Even though in each release performance improvements are included to make gitbase faster, there are some queries that might take too long. By rewriting them in some ways, you can squeeze that extra performance you need by taking advantage of some optimisations that are already in place.
There are three ways to optimize a gitbase query:
- Create an index for some parts.
- Making sure the joined tables are squashed.
- Making sure not squashed joins are performed in memory.
To assess if there is a performance bottleneck you might want to inspect the execution tree of the query. This is also very helpful when reporting performance issues on gitbase.

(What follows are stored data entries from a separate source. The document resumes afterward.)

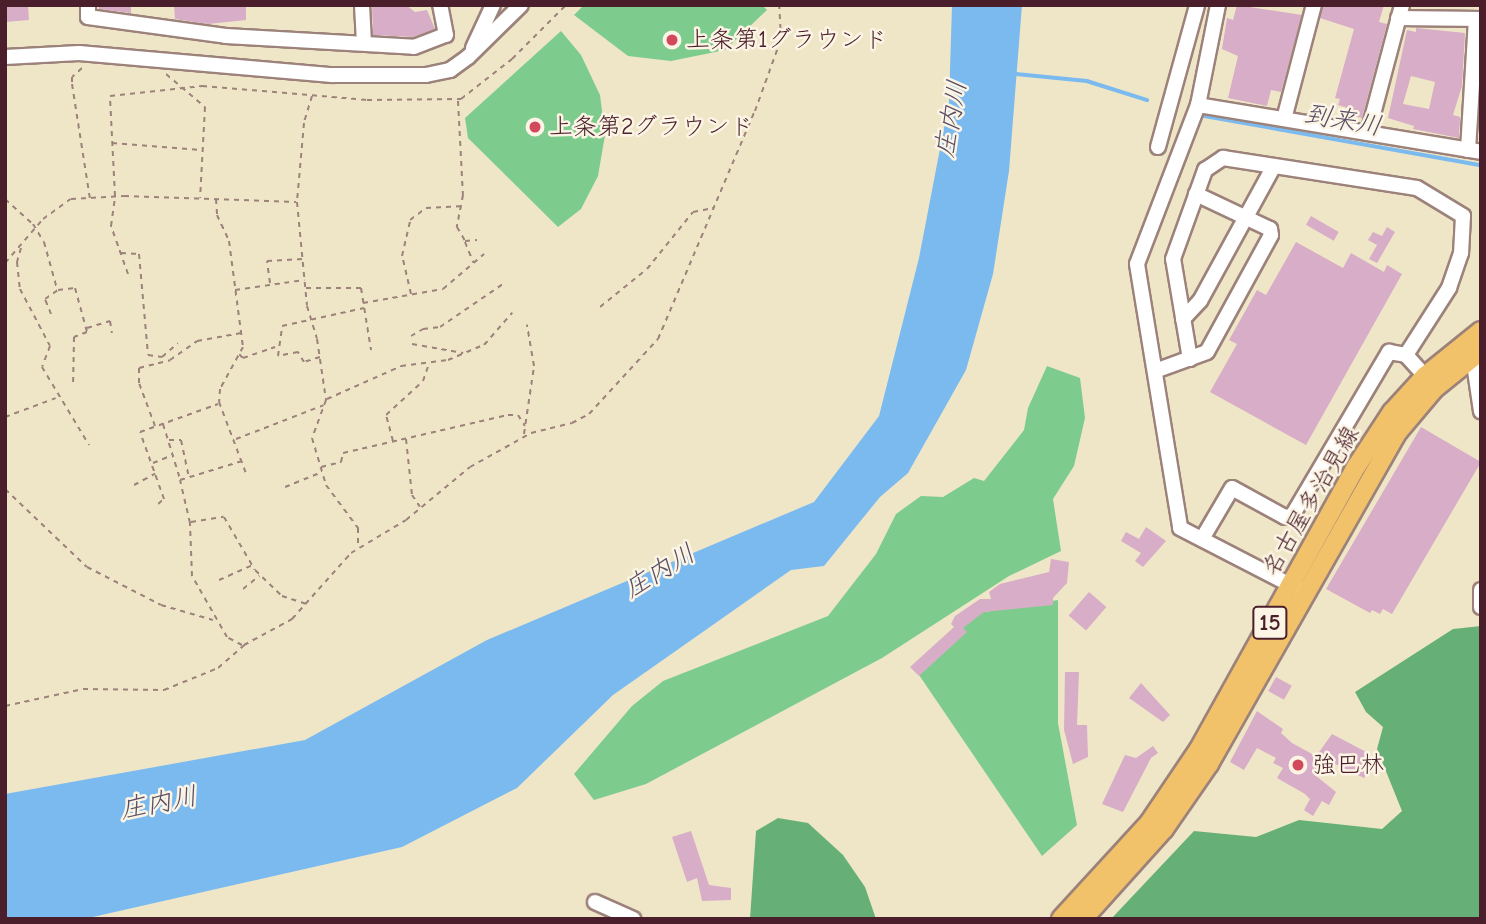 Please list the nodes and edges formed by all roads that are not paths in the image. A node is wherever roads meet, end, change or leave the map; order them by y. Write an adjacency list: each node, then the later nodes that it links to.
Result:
1 (88, 5): 11 (street)
2 (362, 5): 11 (street)
3 (440, 5): 11 (street)
4 (494, 5): 13 (street)
5 (521, 5): 13 (street)
6 (1197, 5): 17 (street)
7 (1218, 5): 14 (street)
8 (1314, 5): 15 (street)
9 (1400, 12): 10 (street); 16 (street)
10 (1479, 19): 18 (street)
11 (364, 42)
12 (5, 57): 13 (street)
13 (468, 57)
14 (1198, 105): 15 (street); 27 (street)
15 (1284, 119): 16 (street)
16 (1368, 133): 18 (street)
17 (1158, 147)
18 (1474, 151)
19 (1274, 166): 20 (street); 21 (street); 25 (street)
20 (1196, 194): 21 (street); 22 (street)
21 (1246, 218): 22 (street); 26 (street)
22 (1183, 319): 26 (street)
23 (1481, 331): 28 (main road, 名古屋多治見線 / 15)
24 (1477, 354): 29 (street); 31 (main road, 名古屋多治見線 / 15)
25 (1406, 355): 28 (street); 30 (street)
26 (1190, 359): 27 (street)
27 (1155, 371): 30 (street)
28 (1424, 376): 31 (main road, 名古屋多治見線 / 15)
29 (1481, 411)
30 (1202, 539): 31 (street)
31 (1298, 589): 36 (main road, 名古屋多治見線 / 15); 37 (main road, 名古屋多治見線 / 15)
32 (1481, 590): 33 (street)
33 (1481, 607)
34 (595, 902): 35 (street)
35 (633, 919)
36 (1061, 919)
37 (1083, 919)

The output from an EXPLAIN
query is represented as a tree and shows how the query is actually evaluated.
You can do that using the following query:
EXPLAIN FORMAT=TREE <SQL QUERY TO EXPLAIN>
For example, the given query:
EXPLAIN FORMAT=TREE
SELECT * FROM refs
NATURAL JOIN ref_commits
WHERE ref_commits.history_index = 0
Will output something like this:
+-----------------------------------------------------------------------------------------+
| plan |
+-----------------------------------------------------------------------------------------+
| Project(refs.repository_id, refs.ref_name, refs.commit_hash, ref_commits.history_index) |
| └─ SquashedTable(refs, ref_commits) |
| ├─ Columns |
| │ ├─ Column(repository_id, TEXT, nullable=false) |
| │ ├─ Column(ref_name, TEXT, nullable=false) |
| │ ├─ Column(commit_hash, TEXT, nullable=false) |
| │ ├─ Column(repository_id, TEXT, nullable=false) |
| │ ├─ Column(commit_hash, TEXT, nullable=false) |
| │ ├─ Column(ref_name, TEXT, nullable=false) |
| │ └─ Column(history_index, INT64, nullable=false) |
| └─ Filters |
| ├─ refs.repository_id = ref_commits.repository_id |
| ├─ refs.ref_name = ref_commits.ref_name |
| ├─ refs.commit_hash = ref_commits.commit_hash |
| └─ ref_commits.history_index = 0 |
+-----------------------------------------------------------------------------------------+
15 rows in set (0.00 sec)
Some performance issues might not be obvious, but there are a few that really stand out by just looking at the query tree.

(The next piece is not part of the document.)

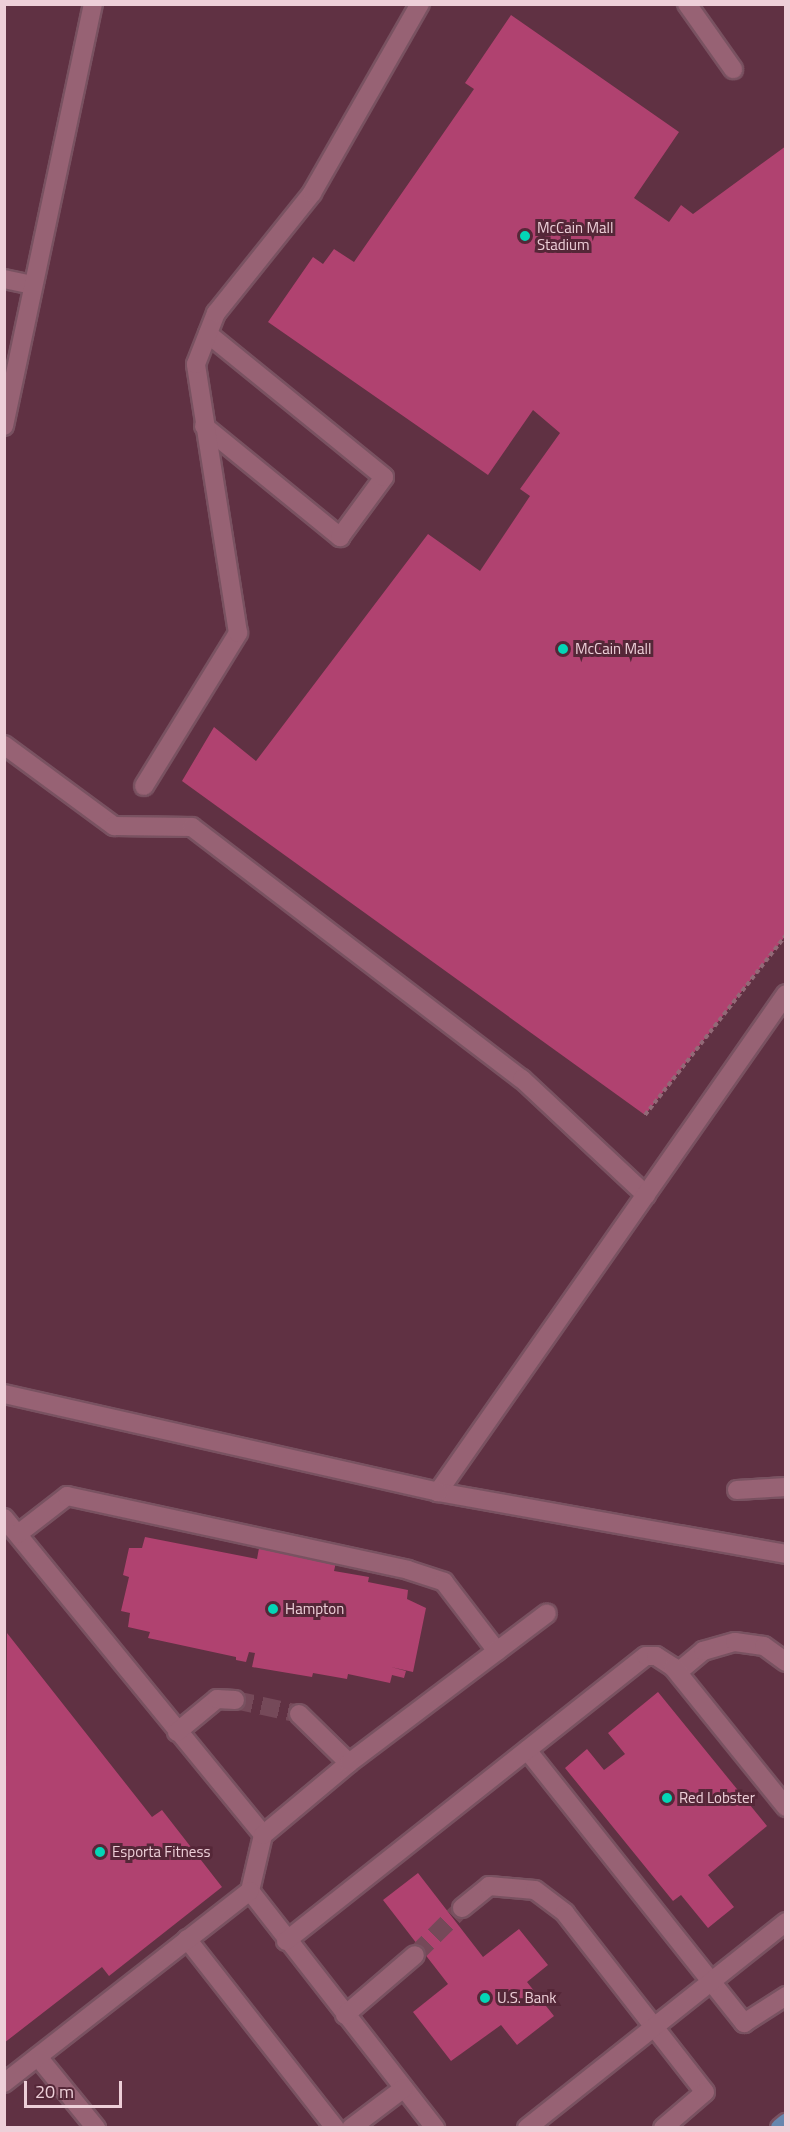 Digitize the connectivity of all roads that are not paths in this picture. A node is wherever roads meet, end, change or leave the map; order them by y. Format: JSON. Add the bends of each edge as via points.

- Joins not squashed. If you performed some joins between tables and instead of a
SquashedTable
node you seeJoin
andTable
nodes, it means the joins were not successfully squashed. There is a more detailed explanation about this in next sections of this document. - Indexes not used. If you can't see the indexes in your table nodes, it means somehow those indexes are not being used by the table. There is a more detailed explanation about this in next sections of this document.
- Joins not squashed that are not being executed in memory. There is a more detailed explanation about this in the next sections of this document.
There are two modes in which gitbase can execute an inner join:
- Multipass: it fully iterates the right side of the join one time for each row in the left side. This is really expensive, but avoids having to load one side fully in memory.
- In-memory: loads the whole right side in memory and iterates the left side. Both sides are iterated exactly once, thus it makes the query much faster, but it has the disadvantage of potentially requiring a lot of memory.
The default mode is multipass, unless the right side fits in memory (there's a more elaborate explanation about this below).
In-memory joins can be enabled at the user request, either with the EXPERIMENTAL_IN_MEMORY_JOIN=on
environment variable or executing SET inmemory_joins = 1
. The last method only enables it for the current connection.
Even if they are not globally enabled for all queries, there is an optimization that checks if the join could be performed in memory and if it can't, switches to multipass mode.
As long as the whole gitbase server memory usage is under the 20% of all available physical (not counting other memory used by other processes) memory in the machine, the join will be performed in memory. When this limit is passed, the multipass mode will be used instead.
20% is just a default value that can be changed using the MAX_MEMORY_INNER_JOIN
environment variable to the maximum amount of bytes the gitbase server can be using before switching to multipass mode. It can also be changed per session using SET max_memory_joins=<MAX BYTES>
.
So, as a good rule of thumb, the right side of an inner join should always be the smaller one, because that way, it has bigger chances of being executed in memory and it will be faster.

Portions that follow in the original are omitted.